### TASK PROMPT
Transcribe the data that follows without changing a word, and omit the pictures.

### GIVEN DATA

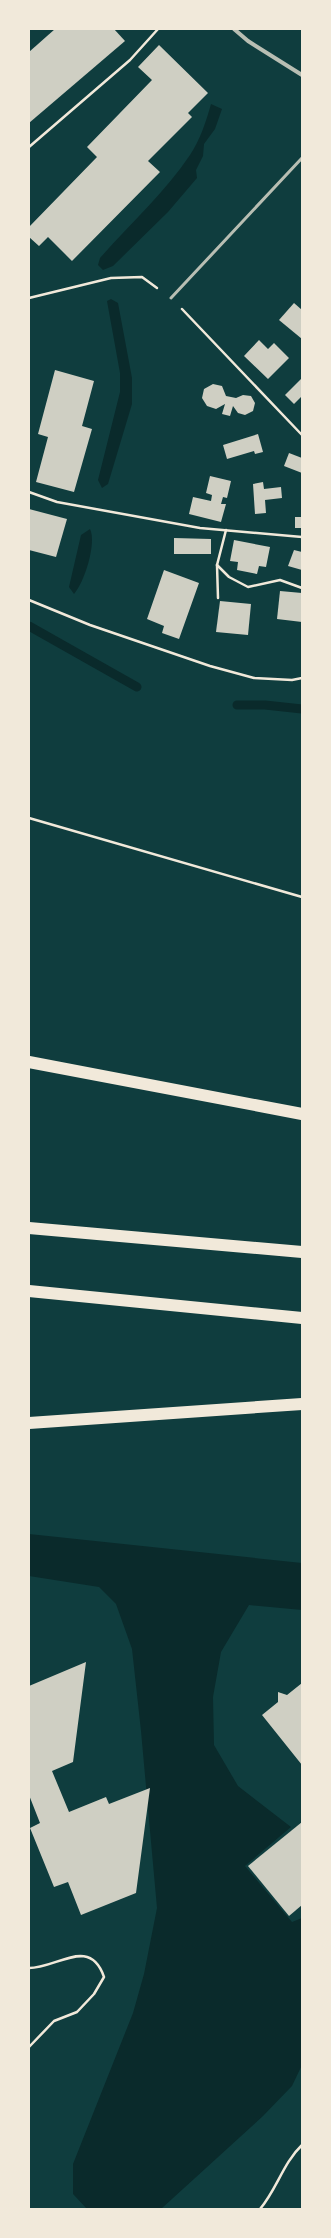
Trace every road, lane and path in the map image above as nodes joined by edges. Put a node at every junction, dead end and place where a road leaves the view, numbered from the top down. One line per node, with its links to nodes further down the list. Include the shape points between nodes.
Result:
1 (158, 29): 4 (path, via 130,60)
2 (234, 29): 3 (street, via 248,41)
3 (302, 75)
4 (29, 147)
5 (302, 158): 7 (lane)
6 (29, 298): 7 (path, via 111,278 142,277)
7 (171, 298): 8 (path)
8 (302, 435)
9 (29, 492): 10 (path, via 57,502 200,528)
10 (226, 530): 11 (path); 12 (path)
11 (302, 537)
12 (217, 565): 13 (path, via 229,578 248,587 280,580); 14 (path)
13 (302, 588)
14 (218, 598)
15 (29, 600): 16 (path, via 90,625 210,666 254,678)
16 (302, 678)
17 (29, 818): 18 (path)
18 (302, 897)
19 (29, 1062): 20 (highway)
20 (302, 1114)
21 (29, 1228): 22 (highway)
22 (302, 1252)
23 (29, 1291): 24 (highway)
24 (302, 1318)
25 (302, 1404): 26 (highway)
26 (29, 1423)
27 (29, 1968): 28 (path, via 39,1968 70,1956 86,1956 100,1966 104,1978 94,1994 77,2012 54,2021)
28 (29, 2047)
29 (302, 2145): 30 (path, via 291,2156 270,2196)
30 (260, 2209)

### EXERCISE ANSWER
Trace every road, lane and path in the map image above as nodes joined by edges. Put a node at every junction, dead end and place where a road leaves the view, numbered from the top down. One line per node, with its links to nodes further down the list. Include the shape points between nodes.
Result:
1 (158, 29): 4 (path, via 130,60)
2 (234, 29): 3 (street, via 248,41)
3 (302, 75)
4 (29, 147)
5 (302, 158): 7 (lane)
6 (29, 298): 7 (path, via 111,278 142,277)
7 (171, 298): 8 (path)
8 (302, 435)
9 (29, 492): 10 (path, via 57,502 200,528)
10 (226, 530): 11 (path); 12 (path)
11 (302, 537)
12 (217, 565): 13 (path, via 229,578 248,587 280,580); 14 (path)
13 (302, 588)
14 (218, 598)
15 (29, 600): 16 (path, via 90,625 210,666 254,678)
16 (302, 678)
17 (29, 818): 18 (path)
18 (302, 897)
19 (29, 1062): 20 (highway)
20 (302, 1114)
21 (29, 1228): 22 (highway)
22 (302, 1252)
23 (29, 1291): 24 (highway)
24 (302, 1318)
25 (302, 1404): 26 (highway)
26 (29, 1423)
27 (29, 1968): 28 (path, via 39,1968 70,1956 86,1956 100,1966 104,1978 94,1994 77,2012 54,2021)
28 (29, 2047)
29 (302, 2145): 30 (path, via 291,2156 270,2196)
30 (260, 2209)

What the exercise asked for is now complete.